Eviction. To prevent the root bucket from overflowing, the client and server run a “maintenance” subroutine whose goal is to evict triples from their current buckets and push them lower down the tree: The client and server agree on some “eviction path” (in [26] this is the same as the read path), and each entry in that path \(e_i=(L_i,v_i,d_i)\) is pushed as far down that path as it can go toward its target leaf \(L_i\). The stash is used to avoid over-filling the buckets (with conflicts resolved greedily).

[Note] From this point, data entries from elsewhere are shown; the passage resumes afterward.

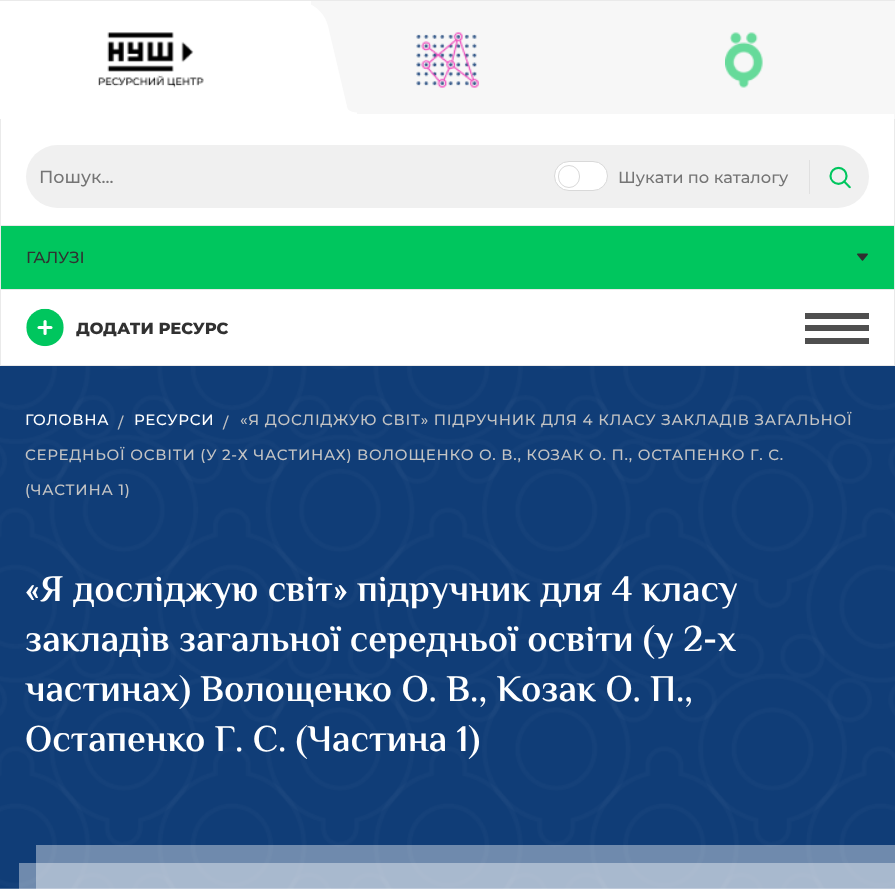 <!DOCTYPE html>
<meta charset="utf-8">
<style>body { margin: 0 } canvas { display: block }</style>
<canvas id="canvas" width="895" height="889"></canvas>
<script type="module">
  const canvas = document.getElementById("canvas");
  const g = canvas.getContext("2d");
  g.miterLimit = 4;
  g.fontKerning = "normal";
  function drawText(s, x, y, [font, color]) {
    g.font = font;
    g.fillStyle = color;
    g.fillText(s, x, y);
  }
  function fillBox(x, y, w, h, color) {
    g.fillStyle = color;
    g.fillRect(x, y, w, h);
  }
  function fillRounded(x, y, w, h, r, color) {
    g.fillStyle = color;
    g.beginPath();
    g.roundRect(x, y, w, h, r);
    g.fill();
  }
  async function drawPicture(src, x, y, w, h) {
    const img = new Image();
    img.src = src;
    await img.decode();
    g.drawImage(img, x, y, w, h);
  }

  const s1 = ["500 17.5px Montserrat", "#757575"];
  const s2 = ["500 16.25px Montserrat", "#757575"];
  const s3 = ["500 16.25px Montserrat", "#313131"];
  const s4 = ["800 16.25px Montserrat", "#313131"];
  const s5 = ["500 15px Montserrat", "#C4C4C4"];
  const s6 = ["500 15px Montserrat", "#FFFFFF"];
  const s7 = ["600 37.5px El Messiri", "#FFFFFF"];

  fillBox(0, 0, 895, 889, "#FFFFFF");
  fillBox(311, 1, 273, 113, "#F7F7F7");
  g.strokeStyle = "#EAEAEA";
  g.strokeRect(0.5, 0.5, 894, 365);
  fillBox(0, 1, 1, 118, "#FFFFFF");
  g.beginPath();
  g.moveTo(298, 1);
  g.bezierCurveTo(311, 1, 325, 12, 328, 26);
  g.lineTo(350, 119);
  g.lineTo(300, 119);
  g.lineTo(278, 26);
  g.bezierCurveTo(275, 12, 284, 1, 298, 1);
  g.closePath();
  g.fill();
  await drawPicture("pic1.png", 98, 32, 106, 56);
  g.beginPath();
  g.moveTo(357.5, 125);
  g.bezierCurveTo(344, 125.5, 332, 115, 331.5, 101.5);
  g.strokeStyle = "#FFFFFF";
  g.lineWidth = 25;
  g.stroke();
  await drawPicture("pic2.png", 416, 32, 63, 56);
  fillBox(584, 1, 311, 118, "#F7F7F7");
  await drawPicture("pic3.png", 725, 32, 38, 56);
  fillBox(584, 114, 310, 5, "#FFFFFF");
  fillRounded(26, 145, 843, 63, 31.5, "#F0F0F0");
  drawText("Пошук...", 39, 183, s1);
  g.fillStyle = "#FFFFFF";
  g.beginPath();
  g.roundRect(554.5, 161.5, 53, 29, 14.5);
  g.fill();
  g.strokeStyle = "#D9D9D9";
  g.lineWidth = 1;
  g.stroke();
  g.beginPath();
  g.roundRect(558.5, 165.5, 21, 22, 10.5);
  g.stroke();
  drawText("Шукати по каталогу", 618, 183, s2);
  fillBox(809, 160, 1, 34, "#E0E0E0");
  await drawPicture("pic4.png", 829, 166, 22, 23);
  fillBox(1, 226, 893, 63, "#00C65E");
  fillBox(1, 225, 893, 1, "#E9E9E9");
  fillBox(1, 289, 893, 1, "#E9E9E9");
  drawText("ГАЛУЗІ", 26, 263, s3);
  await drawPicture("pic5.png", 857, 253, 11, 8);
  await drawPicture("pic6.png", 26, 308, 38, 39);
  drawText("ДОДАТИ РЕСУРС", 76, 334, s4);
  fillBox(805, 313, 64, 6, "#4F4F4F");
  fillBox(805, 325, 64, 6, "#4F4F4F");
  fillBox(805, 338, 64, 6, "#4F4F4F");
  await drawPicture("pic7.png", 0, 366, 895, 523);
  g.letterSpacing = "0.75px";
  drawText("/", 223, 428, s5);
  drawText("«Я ДОСЛІДЖУЮ СВІТ» ПІДРУЧНИК ДЛЯ 4 КЛАСУ ЗАКЛАДІВ ЗАГАЛЬНОЇ", 240, 425, s5);
  drawText("СЕРЕДНЬОЇ ОСВІТИ (У 2-Х ЧАСТИНАХ) ВОЛОЩЕНКО О. В., КОЗАК О. П., ОСТАПЕНКО Г. С.", 25, 460, s5);
  drawText("(ЧАСТИНА 1)", 25, 495, s5);
  drawText("ГОЛОВНА", 25, 425, s6);
  drawText("/", 118, 428, s5);
  drawText("РЕСУРСИ", 134, 425, s6);
  g.letterSpacing = "0px";
  drawText("«Я досліджую світ» підручник для 4 класу", 25, 601, s7);
  drawText("закладів загальної середньої освіти (у 2-х", 25, 651, s7);
  drawText("частинах) Волощенко О. В., Козак О. П.,", 25, 701, s7);
  drawText("Остапенко Г. С. (Частина 1)", 25, 751, s7);
  fillBox(36, 845, 859, 44, "rgba(255, 255, 255, 0.4)");
  fillBox(19, 863, 876, 26, "rgba(255, 255, 255, 0.4)");
</script>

It is easy to see that as long as the stash does not overflow, the view of the server is computationally independent of the access pattern (assuming the security of the encryption scheme). Stefanov et al. proved in [25] that when using the read path for eviction and setting \(S=O(\log N)\), the probability of the stash overflowing is negligible. In our implementation we instead use the deterministic eviction strategy that was proposed by Gentry et al. in [8]. We ran experiments and found that this deterministic strategy allows us to use smaller buckets, namely only \(Z=2\) as opposed to \(Z=4\) which is needed when evicting along the read-path.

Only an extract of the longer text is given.